● **THE PROBLEM**:
Reproduce the entries below in full and without error.

====== STUDY MATERIAL ======

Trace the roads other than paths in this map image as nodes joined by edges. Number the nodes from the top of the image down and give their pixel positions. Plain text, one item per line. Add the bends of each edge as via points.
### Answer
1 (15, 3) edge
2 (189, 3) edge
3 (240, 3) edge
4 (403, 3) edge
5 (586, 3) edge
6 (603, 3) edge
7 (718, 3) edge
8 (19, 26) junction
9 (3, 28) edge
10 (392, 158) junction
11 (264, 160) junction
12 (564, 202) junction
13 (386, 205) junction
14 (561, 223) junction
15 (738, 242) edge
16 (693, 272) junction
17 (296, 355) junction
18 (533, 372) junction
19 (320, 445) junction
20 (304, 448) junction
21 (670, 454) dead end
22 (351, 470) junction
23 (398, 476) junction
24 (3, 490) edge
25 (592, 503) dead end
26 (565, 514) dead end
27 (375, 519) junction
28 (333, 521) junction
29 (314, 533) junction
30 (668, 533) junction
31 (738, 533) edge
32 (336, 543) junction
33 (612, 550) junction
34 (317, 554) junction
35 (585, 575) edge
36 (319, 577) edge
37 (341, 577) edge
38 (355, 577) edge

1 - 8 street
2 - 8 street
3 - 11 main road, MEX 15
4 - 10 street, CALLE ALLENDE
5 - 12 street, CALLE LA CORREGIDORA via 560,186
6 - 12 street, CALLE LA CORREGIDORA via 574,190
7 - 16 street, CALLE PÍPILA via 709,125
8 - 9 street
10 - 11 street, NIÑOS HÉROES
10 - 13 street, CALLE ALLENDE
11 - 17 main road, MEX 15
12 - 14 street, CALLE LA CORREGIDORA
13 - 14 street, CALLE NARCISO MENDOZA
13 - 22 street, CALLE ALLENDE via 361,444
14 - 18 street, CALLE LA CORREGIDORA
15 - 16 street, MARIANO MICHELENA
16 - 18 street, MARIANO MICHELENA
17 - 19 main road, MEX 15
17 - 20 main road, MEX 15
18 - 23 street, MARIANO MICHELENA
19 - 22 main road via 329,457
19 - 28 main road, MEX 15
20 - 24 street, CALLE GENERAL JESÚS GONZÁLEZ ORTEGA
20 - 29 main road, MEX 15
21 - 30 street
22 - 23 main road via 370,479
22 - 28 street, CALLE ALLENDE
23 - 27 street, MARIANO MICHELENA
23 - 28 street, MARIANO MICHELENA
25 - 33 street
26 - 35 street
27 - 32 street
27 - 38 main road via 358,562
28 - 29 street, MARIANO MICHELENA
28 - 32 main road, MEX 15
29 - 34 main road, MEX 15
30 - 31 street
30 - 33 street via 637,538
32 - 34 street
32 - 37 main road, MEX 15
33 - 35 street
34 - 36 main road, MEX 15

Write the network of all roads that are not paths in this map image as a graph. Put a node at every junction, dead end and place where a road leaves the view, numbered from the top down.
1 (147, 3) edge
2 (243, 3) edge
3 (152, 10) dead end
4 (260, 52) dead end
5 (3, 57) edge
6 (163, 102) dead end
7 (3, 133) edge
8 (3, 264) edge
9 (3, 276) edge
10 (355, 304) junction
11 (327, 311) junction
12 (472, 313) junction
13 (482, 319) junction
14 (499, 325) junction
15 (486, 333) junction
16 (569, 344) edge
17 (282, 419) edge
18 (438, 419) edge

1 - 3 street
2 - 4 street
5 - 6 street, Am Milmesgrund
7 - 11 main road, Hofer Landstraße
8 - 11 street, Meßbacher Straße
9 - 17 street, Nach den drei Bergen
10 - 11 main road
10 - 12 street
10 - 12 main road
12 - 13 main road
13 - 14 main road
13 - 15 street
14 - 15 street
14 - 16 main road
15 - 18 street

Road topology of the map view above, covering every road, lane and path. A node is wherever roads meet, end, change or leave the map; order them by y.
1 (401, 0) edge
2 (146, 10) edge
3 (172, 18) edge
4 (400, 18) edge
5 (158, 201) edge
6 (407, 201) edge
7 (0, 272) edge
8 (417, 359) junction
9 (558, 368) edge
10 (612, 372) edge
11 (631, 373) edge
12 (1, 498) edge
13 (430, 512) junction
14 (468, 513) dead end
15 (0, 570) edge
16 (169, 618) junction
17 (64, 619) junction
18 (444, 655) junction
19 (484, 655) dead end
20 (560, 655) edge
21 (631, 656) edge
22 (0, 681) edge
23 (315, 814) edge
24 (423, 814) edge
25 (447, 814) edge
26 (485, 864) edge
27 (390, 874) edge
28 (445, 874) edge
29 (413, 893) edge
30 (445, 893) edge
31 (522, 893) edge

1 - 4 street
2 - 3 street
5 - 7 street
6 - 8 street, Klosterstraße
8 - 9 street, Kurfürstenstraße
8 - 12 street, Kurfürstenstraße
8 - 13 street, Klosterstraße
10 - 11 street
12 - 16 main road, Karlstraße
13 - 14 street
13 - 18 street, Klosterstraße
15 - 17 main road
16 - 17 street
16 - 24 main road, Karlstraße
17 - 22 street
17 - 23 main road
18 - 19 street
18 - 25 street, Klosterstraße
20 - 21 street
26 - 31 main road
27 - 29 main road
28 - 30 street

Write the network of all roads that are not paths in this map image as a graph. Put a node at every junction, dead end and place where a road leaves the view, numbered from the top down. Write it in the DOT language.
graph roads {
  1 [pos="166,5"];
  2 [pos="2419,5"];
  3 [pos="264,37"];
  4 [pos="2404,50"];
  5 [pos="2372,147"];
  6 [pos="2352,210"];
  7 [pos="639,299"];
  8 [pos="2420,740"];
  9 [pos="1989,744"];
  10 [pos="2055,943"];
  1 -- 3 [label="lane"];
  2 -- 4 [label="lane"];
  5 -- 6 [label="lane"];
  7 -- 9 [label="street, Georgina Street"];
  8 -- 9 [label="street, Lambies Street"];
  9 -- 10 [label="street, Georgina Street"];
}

======

● **SOLUTION TO THE EXERCISE**:
Trace the roads other than paths in this map image as nodes joined by edges. Number the nodes from the top of the image down and give their pixel positions. Plain text, one item per line. Add the bends of each edge as via points.
### Answer
1 (15, 3) edge
2 (189, 3) edge
3 (240, 3) edge
4 (403, 3) edge
5 (586, 3) edge
6 (603, 3) edge
7 (718, 3) edge
8 (19, 26) junction
9 (3, 28) edge
10 (392, 158) junction
11 (264, 160) junction
12 (564, 202) junction
13 (386, 205) junction
14 (561, 223) junction
15 (738, 242) edge
16 (693, 272) junction
17 (296, 355) junction
18 (533, 372) junction
19 (320, 445) junction
20 (304, 448) junction
21 (670, 454) dead end
22 (351, 470) junction
23 (398, 476) junction
24 (3, 490) edge
25 (592, 503) dead end
26 (565, 514) dead end
27 (375, 519) junction
28 (333, 521) junction
29 (314, 533) junction
30 (668, 533) junction
31 (738, 533) edge
32 (336, 543) junction
33 (612, 550) junction
34 (317, 554) junction
35 (585, 575) edge
36 (319, 577) edge
37 (341, 577) edge
38 (355, 577) edge

1 - 8 street
2 - 8 street
3 - 11 main road, MEX 15
4 - 10 street, CALLE ALLENDE
5 - 12 street, CALLE LA CORREGIDORA via 560,186
6 - 12 street, CALLE LA CORREGIDORA via 574,190
7 - 16 street, CALLE PÍPILA via 709,125
8 - 9 street
10 - 11 street, NIÑOS HÉROES
10 - 13 street, CALLE ALLENDE
11 - 17 main road, MEX 15
12 - 14 street, CALLE LA CORREGIDORA
13 - 14 street, CALLE NARCISO MENDOZA
13 - 22 street, CALLE ALLENDE via 361,444
14 - 18 street, CALLE LA CORREGIDORA
15 - 16 street, MARIANO MICHELENA
16 - 18 street, MARIANO MICHELENA
17 - 19 main road, MEX 15
17 - 20 main road, MEX 15
18 - 23 street, MARIANO MICHELENA
19 - 22 main road via 329,457
19 - 28 main road, MEX 15
20 - 24 street, CALLE GENERAL JESÚS GONZÁLEZ ORTEGA
20 - 29 main road, MEX 15
21 - 30 street
22 - 23 main road via 370,479
22 - 28 street, CALLE ALLENDE
23 - 27 street, MARIANO MICHELENA
23 - 28 street, MARIANO MICHELENA
25 - 33 street
26 - 35 street
27 - 32 street
27 - 38 main road via 358,562
28 - 29 street, MARIANO MICHELENA
28 - 32 main road, MEX 15
29 - 34 main road, MEX 15
30 - 31 street
30 - 33 street via 637,538
32 - 34 street
32 - 37 main road, MEX 15
33 - 35 street
34 - 36 main road, MEX 15

Write the network of all roads that are not paths in this map image as a graph. Put a node at every junction, dead end and place where a road leaves the view, numbered from the top down.
1 (147, 3) edge
2 (243, 3) edge
3 (152, 10) dead end
4 (260, 52) dead end
5 (3, 57) edge
6 (163, 102) dead end
7 (3, 133) edge
8 (3, 264) edge
9 (3, 276) edge
10 (355, 304) junction
11 (327, 311) junction
12 (472, 313) junction
13 (482, 319) junction
14 (499, 325) junction
15 (486, 333) junction
16 (569, 344) edge
17 (282, 419) edge
18 (438, 419) edge

1 - 3 street
2 - 4 street
5 - 6 street, Am Milmesgrund
7 - 11 main road, Hofer Landstraße
8 - 11 street, Meßbacher Straße
9 - 17 street, Nach den drei Bergen
10 - 11 main road
10 - 12 street
10 - 12 main road
12 - 13 main road
13 - 14 main road
13 - 15 street
14 - 15 street
14 - 16 main road
15 - 18 street

Road topology of the map view above, covering every road, lane and path. A node is wherever roads meet, end, change or leave the map; order them by y.
1 (401, 0) edge
2 (146, 10) edge
3 (172, 18) edge
4 (400, 18) edge
5 (158, 201) edge
6 (407, 201) edge
7 (0, 272) edge
8 (417, 359) junction
9 (558, 368) edge
10 (612, 372) edge
11 (631, 373) edge
12 (1, 498) edge
13 (430, 512) junction
14 (468, 513) dead end
15 (0, 570) edge
16 (169, 618) junction
17 (64, 619) junction
18 (444, 655) junction
19 (484, 655) dead end
20 (560, 655) edge
21 (631, 656) edge
22 (0, 681) edge
23 (315, 814) edge
24 (423, 814) edge
25 (447, 814) edge
26 (485, 864) edge
27 (390, 874) edge
28 (445, 874) edge
29 (413, 893) edge
30 (445, 893) edge
31 (522, 893) edge

1 - 4 street
2 - 3 street
5 - 7 street
6 - 8 street, Klosterstraße
8 - 9 street, Kurfürstenstraße
8 - 12 street, Kurfürstenstraße
8 - 13 street, Klosterstraße
10 - 11 street
12 - 16 main road, Karlstraße
13 - 14 street
13 - 18 street, Klosterstraße
15 - 17 main road
16 - 17 street
16 - 24 main road, Karlstraße
17 - 22 street
17 - 23 main road
18 - 19 street
18 - 25 street, Klosterstraße
20 - 21 street
26 - 31 main road
27 - 29 main road
28 - 30 street

Write the network of all roads that are not paths in this map image as a graph. Put a node at every junction, dead end and place where a road leaves the view, numbered from the top down. Write it in the DOT language.
graph roads {
  1 [pos="166,5"];
  2 [pos="2419,5"];
  3 [pos="264,37"];
  4 [pos="2404,50"];
  5 [pos="2372,147"];
  6 [pos="2352,210"];
  7 [pos="639,299"];
  8 [pos="2420,740"];
  9 [pos="1989,744"];
  10 [pos="2055,943"];
  1 -- 3 [label="lane"];
  2 -- 4 [label="lane"];
  5 -- 6 [label="lane"];
  7 -- 9 [label="street, Georgina Street"];
  8 -- 9 [label="street, Lambies Street"];
  9 -- 10 [label="street, Georgina Street"];
}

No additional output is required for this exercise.